Conference Report on H.R. 2419, Food, Conservation, and Energy Act of 2008

Floor Speech

Mr. Speaker, I rise in strong support of the nutrition title of the pending conference report. It includes many urgently needed improvements to our food assistance programs for low-income people.

As a senior member of the Judiciary Committee, I am particularly pleased to see this title includes language to correct a couple of problems that have arisen relating to the enforceability of the act and to ensure that no further problems exist.

The Food Stamp Act has long been recognized as fully enforceable on behalf of active and prospective participants. This history of enforceability is comparable to that of securities regulations, which the courts have long accepted. When, many years ago, a panel of the Fifth Circuit found no private right of action under the Food Stamp Act in a case brought by a pro se plaintiff, several other circuits, and ultimately the Fifth Circuit en banc, rejected that conclusion. Had they not done so, I have no doubt we would have intervened.

Recently, a couple of Federal courts cast doubt on this long-held principle, one by finding the Department's regulations on bilingual service unenforceable and another by forcing plaintiffs to meet the high standards for supervisory liability when suing a State to enforce the act and regulations against local agencies. I am pleased that this legislation overrules both of those decisions.

More broadly, the legislation recognizes that lawsuits by individual households or classes of household to enforce their rights under the act and regulations are an important part of the program. There now should be no doubt, if there ever was any, that all provisions of the act and regulations that help individuals get food assistance, or that protect them from burdens in their pursuit of food aid, are intended to create enforceable rights, with corrective injunctions or back benefits, the latter subject to the limitations in the act, as appropriate.

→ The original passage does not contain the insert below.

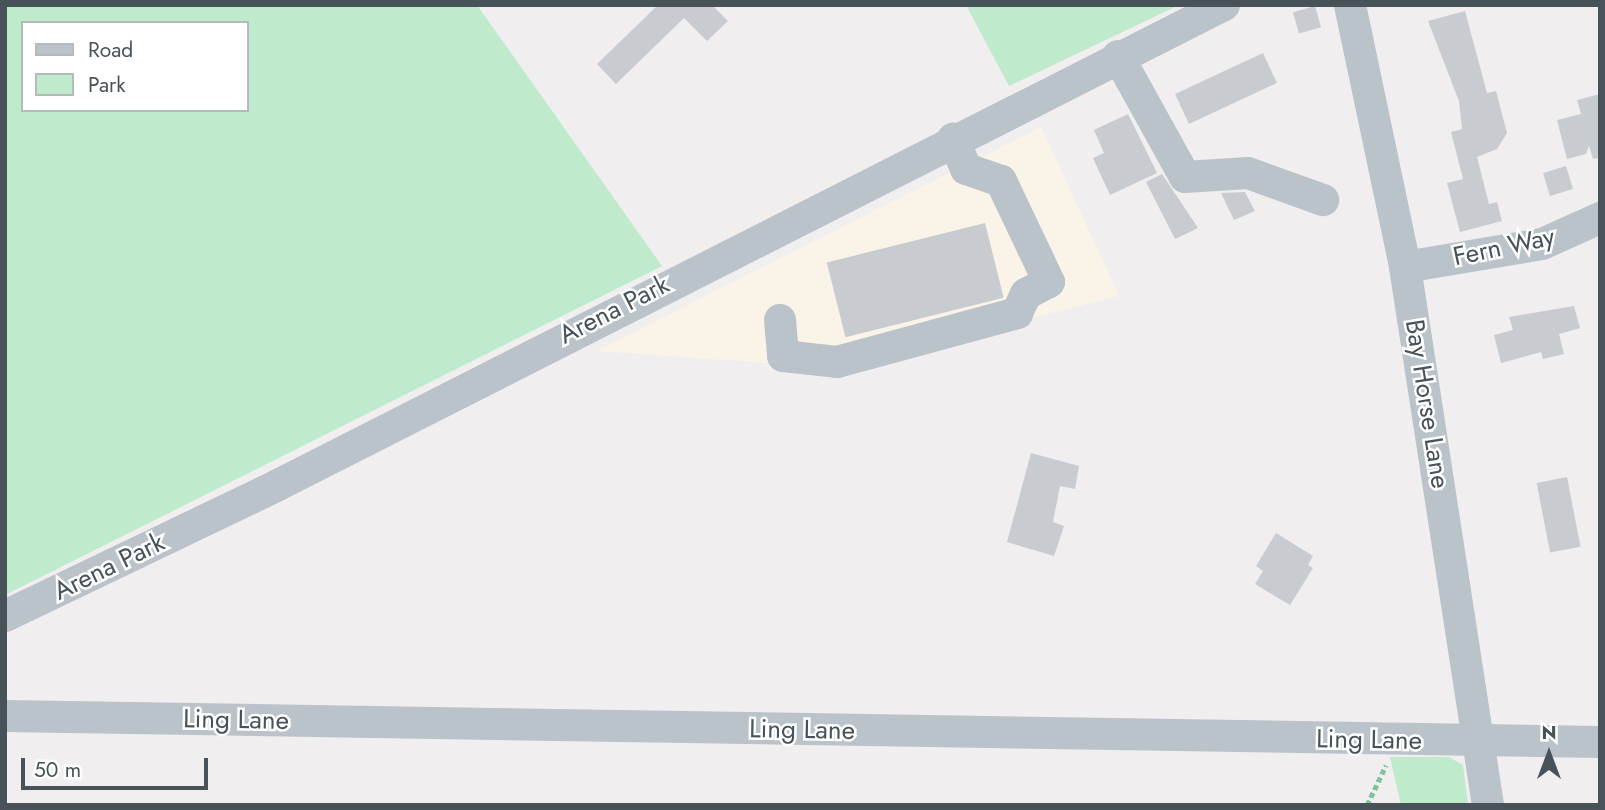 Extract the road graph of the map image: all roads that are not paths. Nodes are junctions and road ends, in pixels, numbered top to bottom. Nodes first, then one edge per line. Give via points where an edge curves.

The act does not require States or the Department only to exercise reasonable efforts or to substantially comply with its requirements and those in the regulations: it gives each individual a right to be treated as the act and rules provide. The act and regulations have an unmistakable focus on the benefited class of participants and prospective participants, they are written in mandatory, not precatory terms, and they are concerned with the treatment of individuals as much as they are with aggregate or system-wide performance.

I cannot imagine how Congress could be any clearer in this regard. I anticipate that we will have no further confusion concerning the enforceability of the act and regulations.